In either model, the issue of INT_MIN would be a problem.

Practically, even with teaching and efficiency issues ignored, it
simply makes more sense for the subtraction operator to return a
signed value. In most cases we already know what the sign will be;
if we wish the result to be positive, we arrange for the larger
number to be on the left. In cases where we don't know in advance
which number will be larger, more often than not we need to find
out. Currently, code can find out by checking the result of the
difference. With the alternate definition of difference, we would
require an extra test.

Alf P. Steinbach

ulæst,

29. apr. 2003, 05.29.3629.04.2003

til

(I'm not sure whether this discussion merits a new
thread; it's now tangential to the original issue.)

On 28 Apr 2003 21:56:20 -0400, Andrea Griffini <agr...@tin.it> wrote:

>On 28 Apr 2003 14:49:22 -0400, al...@start.no (Alf P. Steinbach)
>wrote:
>
>>> Using unsigned for values in this context just *hides* errors.
>>
>> size = -1; // unsigned => warning, signed => no warning.
>
>I never wrote that; I wrote "size -= 3".
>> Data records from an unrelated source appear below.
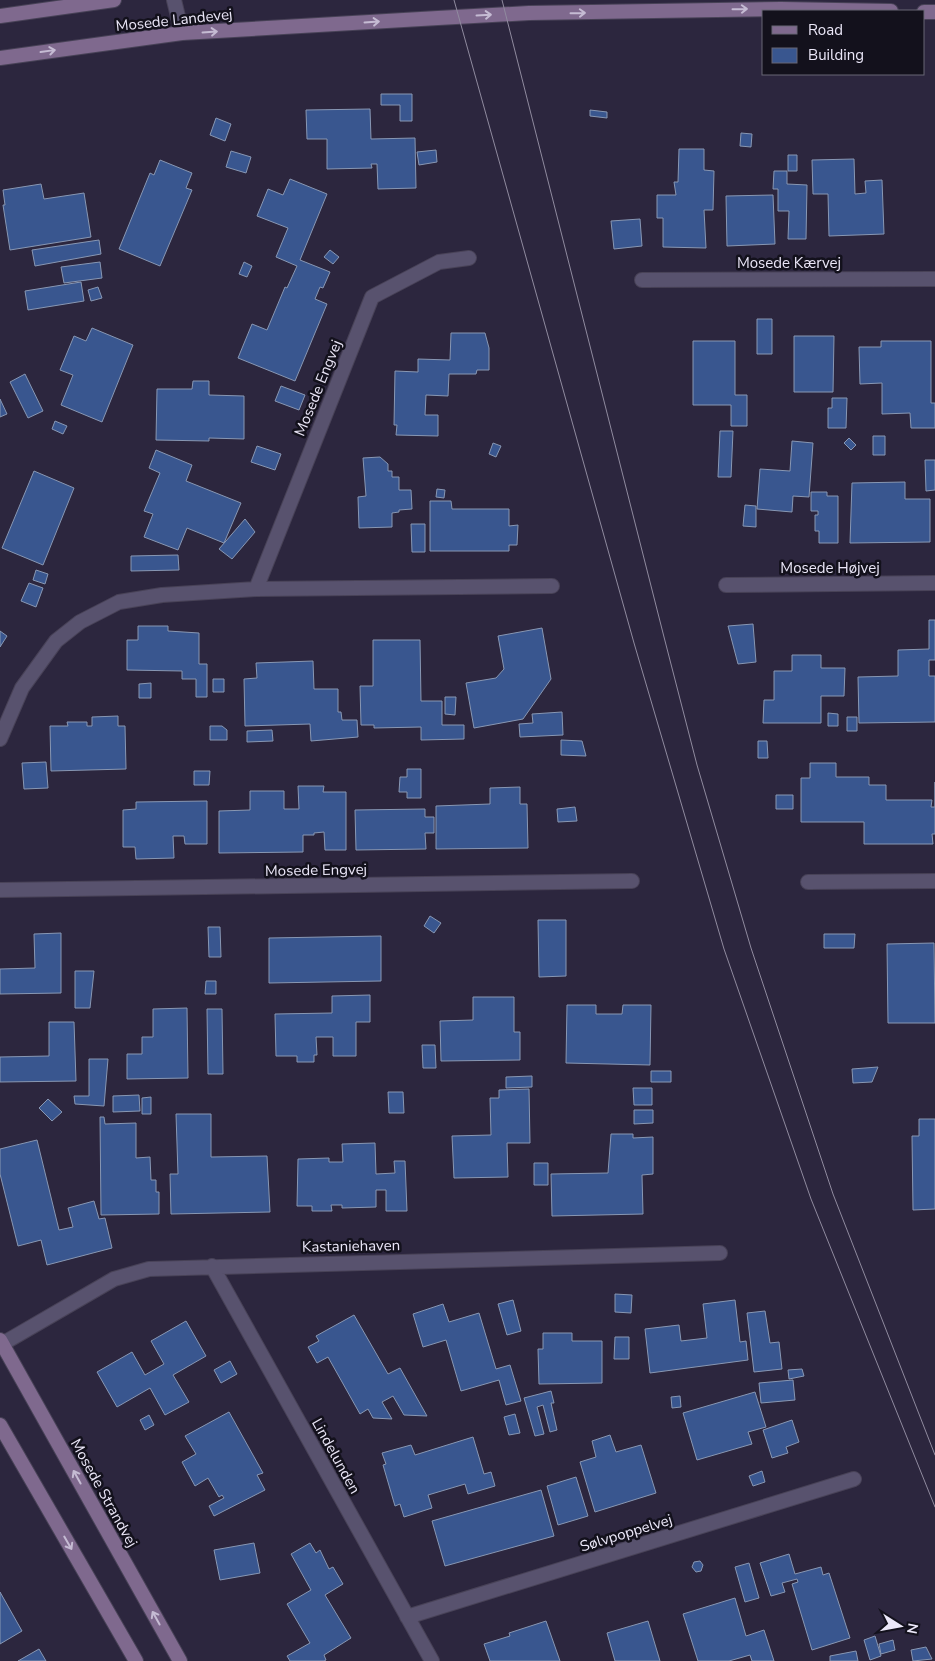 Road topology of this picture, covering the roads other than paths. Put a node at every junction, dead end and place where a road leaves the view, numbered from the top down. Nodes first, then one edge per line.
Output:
1 (114, 0) edge
2 (174, 0) edge
3 (836, 10) edge
4 (0, 16) edge
5 (182, 34) junction
6 (0, 58) edge
7 (469, 258) dead end
8 (935, 279) edge
9 (642, 280) dead end
10 (935, 583) edge
11 (726, 585) dead end
12 (552, 586) dead end
13 (256, 589) junction
14 (0, 739) edge
15 (632, 881) dead end
16 (935, 881) edge
17 (808, 882) dead end
18 (0, 890) edge
19 (720, 1253) dead end
20 (212, 1266) junction
21 (1, 1342) edge
22 (0, 1425) edge
23 (854, 1478) dead end
24 (407, 1617) junction
25 (136, 1661) edge
26 (180, 1661) edge
27 (432, 1661) edge

1 - 4 main road, Mosede Landevej
2 - 5 street
5 -> 3 main road, Mosede Landevej
6 -> 5 main road, Mosede Landevej
7 - 13 street, Mosede Engvej
8 - 9 street, Mosede Kærvej
10 - 11 street, Mosede Højvej
12 - 13 street
13 - 14 street
15 - 18 street, Mosede Engvej
16 - 17 street
19 - 20 street, Kastaniehaven
20 - 21 street, Kastaniehaven
20 - 24 street, Lindelunden
26 -> 21 main road, Mosede Strandvej
22 -> 25 main road
23 - 24 street, Sølvpoppelvej
24 - 27 street, Lindelunden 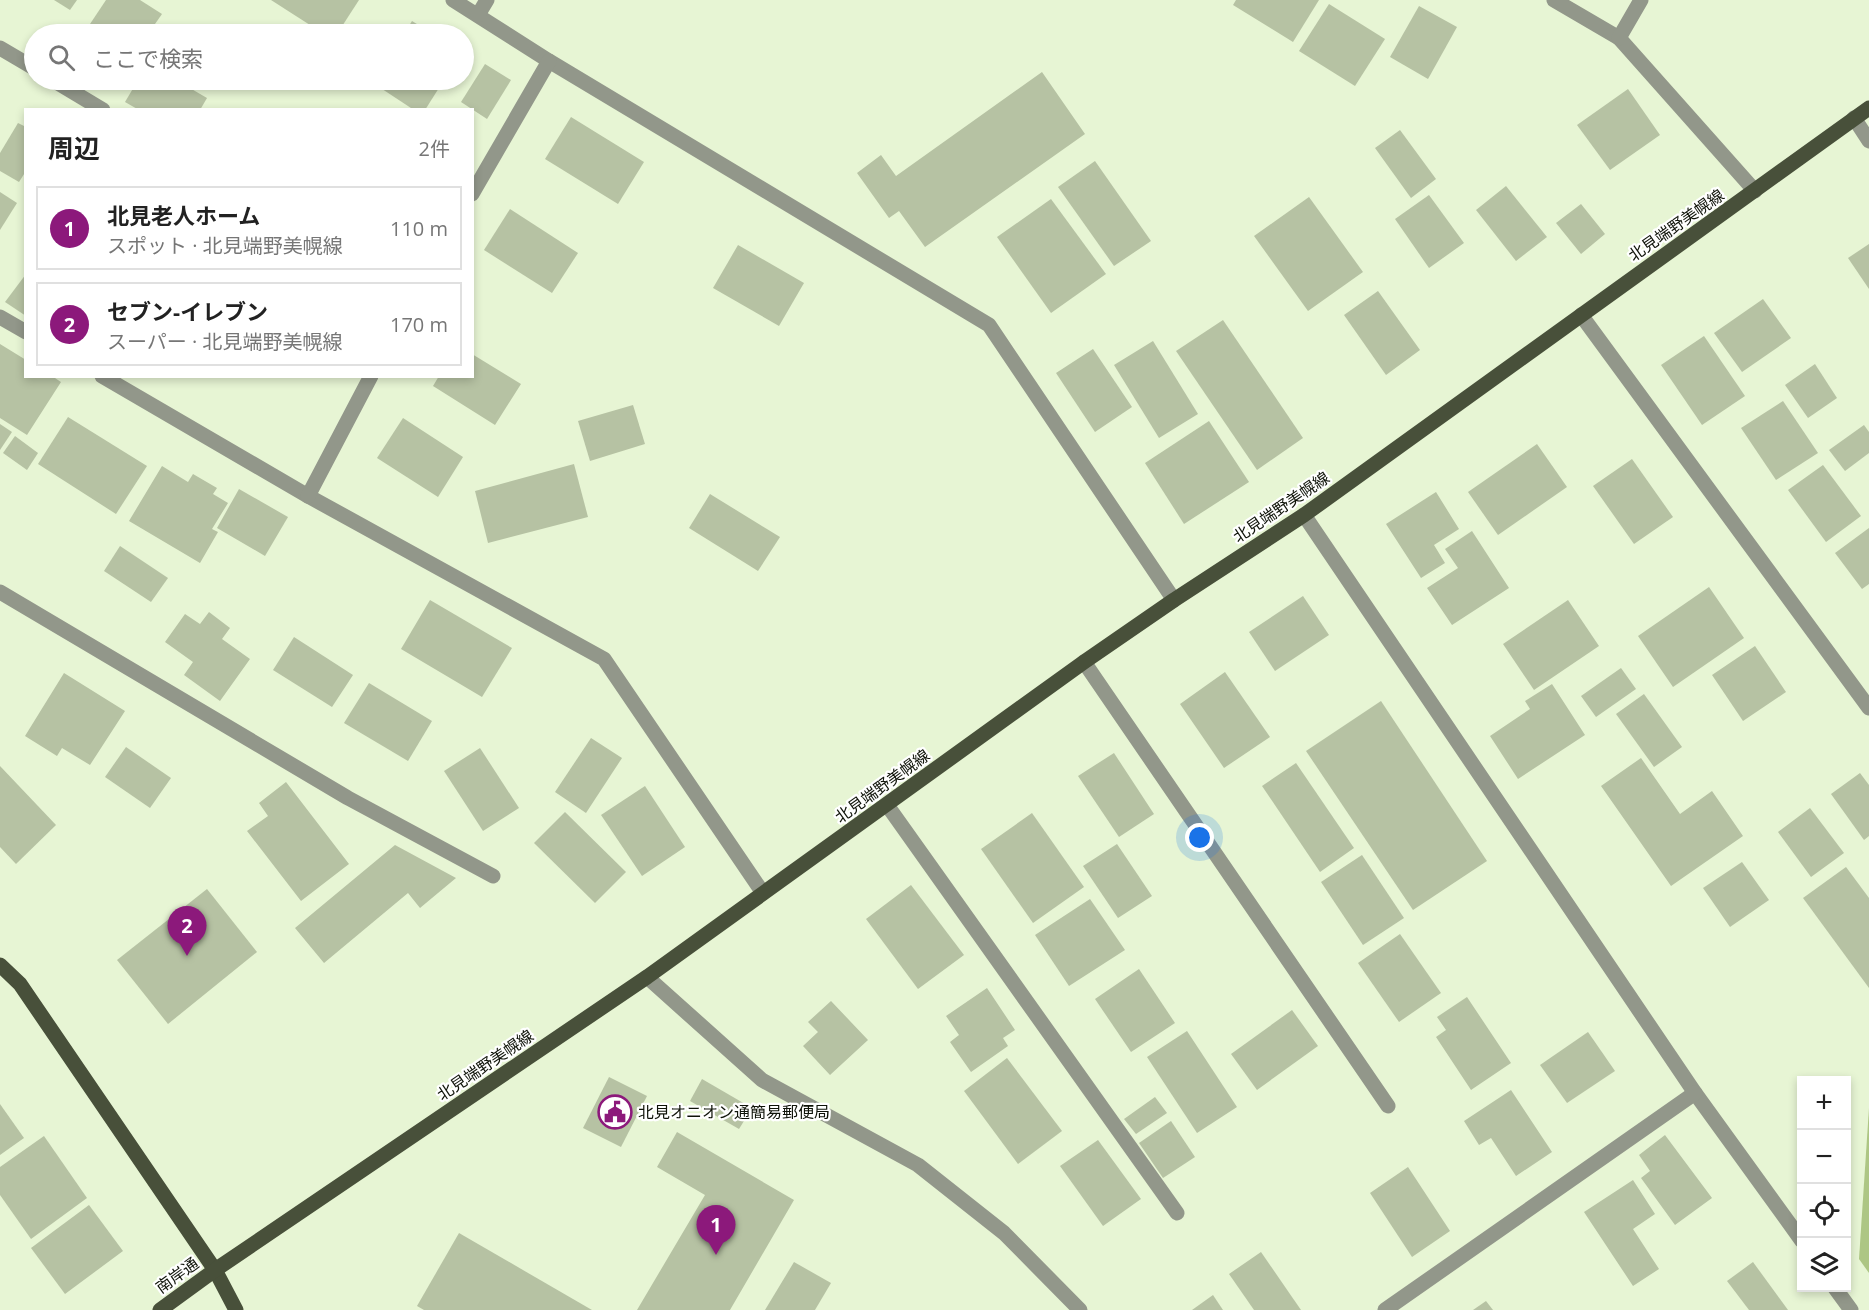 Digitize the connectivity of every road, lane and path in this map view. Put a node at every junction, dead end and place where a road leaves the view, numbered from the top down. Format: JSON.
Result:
{"nodes":[{"id":1,"x":453,"y":0,"type":"edge"},
{"id":2,"x":487,"y":0,"type":"edge"},
{"id":3,"x":1554,"y":0,"type":"edge"},
{"id":4,"x":1641,"y":0,"type":"edge"},
{"id":5,"x":478,"y":15,"type":"junction"},
{"id":6,"x":1618,"y":38,"type":"junction"},
{"id":7,"x":0,"y":48,"type":"edge"},
{"id":8,"x":549,"y":61,"type":"junction"},
{"id":9,"x":24,"y":62,"type":"edge"},
{"id":10,"x":70,"y":90,"type":"edge"},
{"id":11,"x":100,"y":108,"type":"edge"},
{"id":12,"x":1869,"y":108,"type":"edge"},
{"id":13,"x":1854,"y":118,"type":"junction"},
{"id":14,"x":1869,"y":141,"type":"edge"},
{"id":15,"x":474,"y":191,"type":"edge"},
{"id":16,"x":1755,"y":191,"type":"junction"},
{"id":17,"x":1581,"y":315,"type":"junction"},
{"id":18,"x":0,"y":317,"type":"edge"},
{"id":19,"x":24,"y":331,"type":"edge"},
{"id":20,"x":105,"y":378,"type":"edge"},
{"id":21,"x":370,"y":378,"type":"edge"},
{"id":22,"x":308,"y":496,"type":"junction"},
{"id":23,"x":1304,"y":515,"type":"junction"},
{"id":24,"x":0,"y":591,"type":"edge"},
{"id":25,"x":1174,"y":600,"type":"junction"},
{"id":26,"x":1084,"y":662,"type":"junction"},
{"id":27,"x":1869,"y":708,"type":"edge"},
{"id":28,"x":887,"y":805,"type":"junction"},
{"id":29,"x":493,"y":876,"type":"dead end"},
{"id":30,"x":763,"y":893,"type":"junction"},
{"id":31,"x":0,"y":965,"type":"edge"},
{"id":32,"x":647,"y":977,"type":"junction"},
{"id":33,"x":1695,"y":1093,"type":"junction"},
{"id":34,"x":1388,"y":1107,"type":"dead end"},
{"id":35,"x":1177,"y":1212,"type":"dead end"},
{"id":36,"x":1800,"y":1238,"type":"edge"},
{"id":37,"x":215,"y":1270,"type":"junction"},
{"id":38,"x":1838,"y":1292,"type":"edge"},
{"id":39,"x":1071,"y":1306,"type":"edge"},
{"id":40,"x":160,"y":1310,"type":"edge"},
{"id":41,"x":236,"y":1310,"type":"edge"},
{"id":42,"x":1385,"y":1310,"type":"edge"},
{"id":43,"x":1851,"y":1310,"type":"edge"}],
"edges":[{"from":1,"to":5,"type":"street"},
{"from":2,"to":5,"type":"street"},
{"from":3,"to":6,"type":"street"},
{"from":4,"to":6,"type":"street"},
{"from":5,"to":8,"type":"street"},
{"from":6,"to":16,"type":"street"},
{"from":7,"to":9,"type":"street"},
{"from":8,"to":15,"type":"street"},
{"from":8,"to":25,"type":"street"},
{"from":10,"to":11,"type":"street"},
{"from":12,"to":13,"type":"main road","name":"北見端野美幌線"},
{"from":13,"to":14,"type":"street"},
{"from":13,"to":16,"type":"main road","name":"北見端野美幌線"},
{"from":16,"to":17,"type":"main road","name":"北見端野美幌線"},
{"from":17,"to":23,"type":"main road","name":"北見端野美幌線"},
{"from":17,"to":27,"type":"street"},
{"from":18,"to":19,"type":"street"},
{"from":20,"to":22,"type":"street"},
{"from":21,"to":22,"type":"street"},
{"from":22,"to":30,"type":"street"},
{"from":23,"to":25,"type":"main road","name":"北見端野美幌線"},
{"from":23,"to":33,"type":"street"},
{"from":24,"to":29,"type":"street"},
{"from":25,"to":26,"type":"main road","name":"北見端野美幌線"},
{"from":26,"to":28,"type":"main road","name":"北見端野美幌線"},
{"from":26,"to":34,"type":"street"},
{"from":28,"to":30,"type":"main road","name":"北見端野美幌線"},
{"from":28,"to":35,"type":"street"},
{"from":30,"to":32,"type":"main road","name":"北見端野美幌線"},
{"from":31,"to":37,"type":"main road"},
{"from":32,"to":37,"type":"main road","name":"北見端野美幌線"},
{"from":32,"to":39,"type":"street"},
{"from":33,"to":36,"type":"street"},
{"from":33,"to":42,"type":"street"},
{"from":37,"to":40,"type":"main road","name":"南岸通"},
{"from":37,"to":41,"type":"main road"},
{"from":38,"to":43,"type":"street"}]}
Right. The previous posting went like this,
except the explanatory brackets:

[context] > size -= 3;
>
[technical discussion] > ...
>
[concluding statement] > Using unsigned for values

> in this context just *hides*
> errors.

[counter-example]

size = -1; // unsigned => warning, signed => no warning.

>If that would make you feel better then write

>"size -= 3U"... but that won't solve any problem.

Writing "3U" instead of "3" will in this case probably
not solve any problem.

>...

>I saw someone that said that if you write
>
> void *alloc_buffer(int size);
>
>then that function is forced to add a check to be
>sure that the requested size is not negative.

If the function's contract is to range-check its argument
in some way, then, by definition of "contract", it should
do so regardless of the physical type of argument.

If, on the other hand, its contract doesn't include range
checking, then it doesn't need to do any range-checking.

Note that it can do meaningful range checking regardless of
whether the argument type is signed int or unsigned int --
the valid range could, for example, be 0 through
std::numeric_limits<int>::max() in both cases, and both
cases then has some range of potential but disallowed values.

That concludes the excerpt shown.